Trois critères fondent généralement le principe d'une discrimination : l'existence d'un groupe ou d'une personne en situation défavorable, une différence de traitement et l'absence de justification de cette différence. Alors, comment former à la connaissance d’un processus discriminatoire et comment aider à sa résolution, car c’est bien de cela d’abord dont il s’agit ?
Une discrimination apparaît. Nous ne sommes pas responsables en
général, comme manager, de l’apparition elle-même, mais finalement du «
laisser-paraître » . Former revient à faire vivre une occasion de voir
et de diagnostiquer où se rencontre la discrimination. A quelle
fréquence ? En réalité, le savoir sur la discrimination ne se transmet
que peu. Il se construit. Il faut sortir du constat, du repérage, et
agir. « Une fois créées les conditions d’un « voir-çà » (la
discrimination) reste à en faire un « ça-voir » » . Pour les managers,
les compétences à construire sont d’abord de nature juridique. Il faut
connaître la portée des textes de lois. Identifier la dimension
délictueuse de la discrimination puis faire naître, faire partager aux
autres, partager avec les autres une norme d’action. Comprendre comment
les stéréotypes, par leur récurrence, finissent par acquérir un pouvoir
définitif d’explication des troubles, des difficultés à coopérer,
presque une valeur prédictive de l’échec. Savoir aussi quelle est la
part des conventions inutiles (préjugés, stéréotypes…) dans nos
critères d’évaluation par rapport à une mesure réelle de la performance
? Si la conduite de l’autre diffère de la mienne, et que je n’en suis
pas conscient, c'est-à-dire que je suis incapable de verbaliser cette
différence, j’ai toute chance de réagir de manière émotionnelle. J’ai donc besoin d’en prendre conscience en me formant.
E. DESCHAVANNE écrit que «
le choix de la discrimination positive comme méthode pertinente de
lutte contre les discriminations repose sur le constat de la
persistance d’une discrimination structurelle, enracinée dans les
mœurs, longtemps après l’effacement de la discrimination dans les
textes de loi » . L’objectif est de cesser de considérer les
mécanismes d’exclusion comme naturels alors que ceux-ci plongent leurs
racines dans les profondeurs des consciences . Comme la domination
masculine qui se propage et se perpétue, comme dans le choix des
horaires de réunion de travail par exemple, sans que personne ne le
veuille « vraiment ». Nous touchons là à l’effet « dérangeant », mais
nécessaire, des formations à la diversité qui peuvent aider à pointer
un sentiment d’infériorité intériorisé par les « minoritaires », les «
dominés » ou les « laisser pour compte à l’occasion d’une promotion»
(les personnes handicapées, les femmes, les homosexuels, les personnes
issues de quartiers sensibles, de « minorités visibles »…).

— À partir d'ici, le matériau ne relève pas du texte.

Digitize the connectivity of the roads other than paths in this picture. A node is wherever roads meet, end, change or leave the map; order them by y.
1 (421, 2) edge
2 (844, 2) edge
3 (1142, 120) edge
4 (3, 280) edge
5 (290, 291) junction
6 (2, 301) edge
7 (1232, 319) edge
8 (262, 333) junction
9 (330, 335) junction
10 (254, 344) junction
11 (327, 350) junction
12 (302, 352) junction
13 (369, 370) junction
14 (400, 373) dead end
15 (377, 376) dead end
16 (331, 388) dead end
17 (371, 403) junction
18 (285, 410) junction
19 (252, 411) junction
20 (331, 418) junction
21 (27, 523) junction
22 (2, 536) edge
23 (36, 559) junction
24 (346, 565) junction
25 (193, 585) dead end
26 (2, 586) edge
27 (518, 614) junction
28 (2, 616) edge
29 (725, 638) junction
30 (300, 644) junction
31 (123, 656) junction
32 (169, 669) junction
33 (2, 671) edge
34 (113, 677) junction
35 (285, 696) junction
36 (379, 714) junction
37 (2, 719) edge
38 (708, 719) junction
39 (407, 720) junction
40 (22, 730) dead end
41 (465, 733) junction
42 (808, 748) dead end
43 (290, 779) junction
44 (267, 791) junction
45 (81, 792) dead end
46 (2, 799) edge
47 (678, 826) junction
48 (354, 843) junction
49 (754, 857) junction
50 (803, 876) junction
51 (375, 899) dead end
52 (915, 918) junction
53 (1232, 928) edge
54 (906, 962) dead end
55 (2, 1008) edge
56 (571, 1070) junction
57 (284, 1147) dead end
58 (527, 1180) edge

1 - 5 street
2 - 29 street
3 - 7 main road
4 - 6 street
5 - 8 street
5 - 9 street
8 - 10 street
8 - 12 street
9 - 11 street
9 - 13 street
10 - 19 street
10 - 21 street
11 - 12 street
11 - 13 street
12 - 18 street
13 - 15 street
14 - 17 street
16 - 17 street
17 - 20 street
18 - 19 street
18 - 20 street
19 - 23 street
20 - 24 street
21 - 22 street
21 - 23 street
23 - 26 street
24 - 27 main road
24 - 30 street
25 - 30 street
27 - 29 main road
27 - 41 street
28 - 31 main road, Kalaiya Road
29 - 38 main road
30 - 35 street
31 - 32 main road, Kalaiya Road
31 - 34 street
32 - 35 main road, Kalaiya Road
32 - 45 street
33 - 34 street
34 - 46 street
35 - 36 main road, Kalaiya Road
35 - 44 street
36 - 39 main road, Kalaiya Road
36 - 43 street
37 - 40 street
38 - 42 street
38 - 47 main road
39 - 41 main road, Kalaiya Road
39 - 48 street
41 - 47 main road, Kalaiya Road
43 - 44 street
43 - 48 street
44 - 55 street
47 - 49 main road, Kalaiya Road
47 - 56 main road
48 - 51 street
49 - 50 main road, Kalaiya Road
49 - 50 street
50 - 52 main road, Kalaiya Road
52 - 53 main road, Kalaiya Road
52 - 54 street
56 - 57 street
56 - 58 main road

Former à la connaissance des processus discriminatoires revient à débusquer des ruptures dans l’égalité de traitement. La cause est variable : un préjugé, une habitude, un défaut de procédures, une méconnaissance du droit, un militantisme pour des idées non démocratiques… Ces compétences à acquérir sont aussi, pourrait-on dire, cliniques et politiques. Savoir faire le diagnostic et remonter aux causes. Repérer la puissance d’agir de la discrimination dans le discours, le parcours de chaque salarié, ses relations sociales, son sentiment d’appartenance. Comprendre les réactions des individus afin de favoriser ensuite l’émergence d’une parole politique au sein de l’institution et communiquer.